Now, what is important is to establish a consistent technique, so practice at the draw length you enjoy the most, not the draw length you think would be more accurate. 
For a 115cm draw length, a 0.60-0.70 thick latex, with an active length of 24.5cm, tapered 15/10 will be very fast. I would personally taper about 13/10. 
In theory the most fps can be achieved with the thinnest possible elastic, as it will have the fastest retraction speed. But theory and practice is not exactly the same, although equally important. 
If you really like speed, shoot 3/4 butterfly, it's a nice compromise between full butterfly, which is a bit fiddly for me, and the shorter draw lengths.


----------



## Hammmertime (Sep 15, 2019)

Thanks for answer skropi.

Can you open this halfbutterfly more to me.

"If you really like speed, shoot 3/4 butterfly, it's a nice compromise between full butterfly, which is a bit fiddly for me, and the shorter draw lengths."

Is my 115cm drawlenght considered as a half butterfly or more or less?


----------



## skropi (Mar 22, 2018)

Hammmertime said:


> Thanks for answer skropi.
> 
> Can you open this halfbutterfly more to me.
> 
> ...


Half, 3/4 or full butterfly are relative terms. The actual draw length depends on the height of the individual. 
Half butterfly is when one draws back approximately to the shoulder, full butterfly is when the pouch holding arm is fully extended backwards, and 3/4 butterfly is the middle ground between half and full butterfly. 
Of course there is everything in between. I, for example, shoot none of the above, as I extend to almost full butterfly, but not quite reaching it. That's the most comfortable way for me to shoot, so that is what I practice. 
Keep experimenting with different draw lengths and see what feels better!


----------



## Hammmertime (Sep 15, 2019)

Ok now i get it. I think 3/4 is close to my technique.

So 0.60-0.70 seems to be best option for all styles just different cuts and lenghts.

Thanks a lot. Now i only have 1mm gzk...have to figure out how to cut it. Maybe 10/10 and still experience hand slaps..


----------



## skropi (Mar 22, 2018)

Even a thick elastic can be made to work, just cut it narrow enough. 1mm Gzk is very powerful, and if I remember correctly I used a 10/8 taper with a short draw.
The good thing about elastics is that they are cheap!


----------



## Hammmertime (Sep 15, 2019)

Yep. It's very powerful. Kalevala told me to cut it 15/10 and it's very good like that with short draw. Maybe i try to cut it 13/8 and 26cm(10 inch) active lenght and see can i pull it 3/4 butterfly..


----------



## skropi (Mar 22, 2018)

Hammmertime said:


> Yep. It's very powerful. Kalevala told me to cut it 15/10 and it's very good like that with short draw. Maybe i try to cut it 13/8 and 26cm(10 inch) active lenght and see can i pull it 3/4 butterfly..

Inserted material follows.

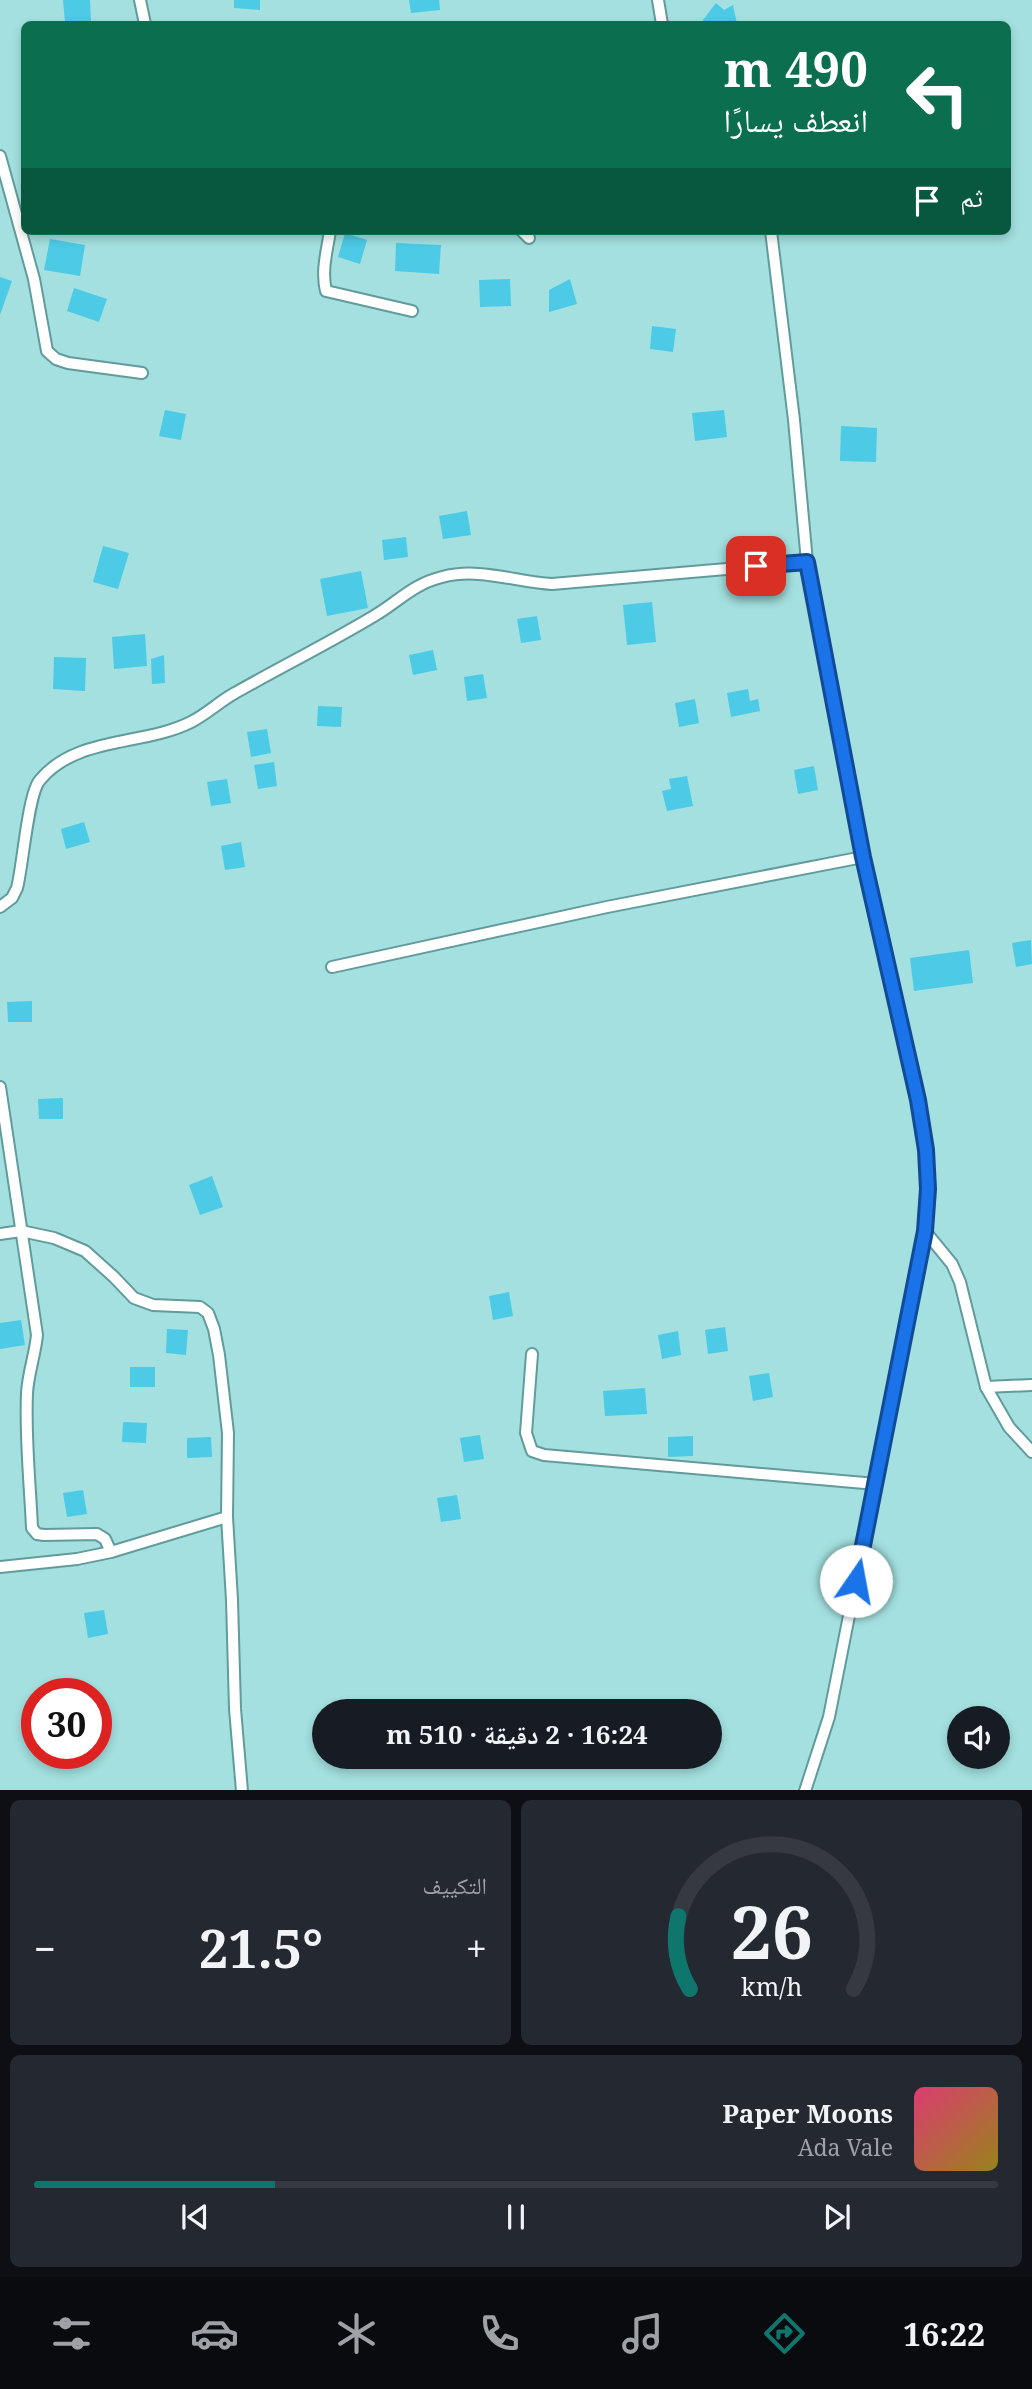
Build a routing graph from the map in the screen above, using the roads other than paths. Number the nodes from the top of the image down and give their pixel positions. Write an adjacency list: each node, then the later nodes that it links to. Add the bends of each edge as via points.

It's all about trying out what works. I made a lot of band sets till I settled in a setup I like. Just give each new setup enough time to get used to it, don't get in a hurry to change things up very fast!


----------



## flipgun (Nov 14, 2012)

Everyone struggles at first. That is why most of us have a box of frames we don't shoot anymore and a matching bag full of bands.


----------



## Hammmertime (Sep 15, 2019)

@skropi First i was kind of frustrated, now i like to test different setups. 

@flipgun you're so right. Earlier yesterday i was worried about that. In beginning i thought it's just a one sling, one band set made from a ripped gym ball, couple on hex nut's and all good..

I was so wrong...soon i need to build entire new wall to organize my stuff..lol


----------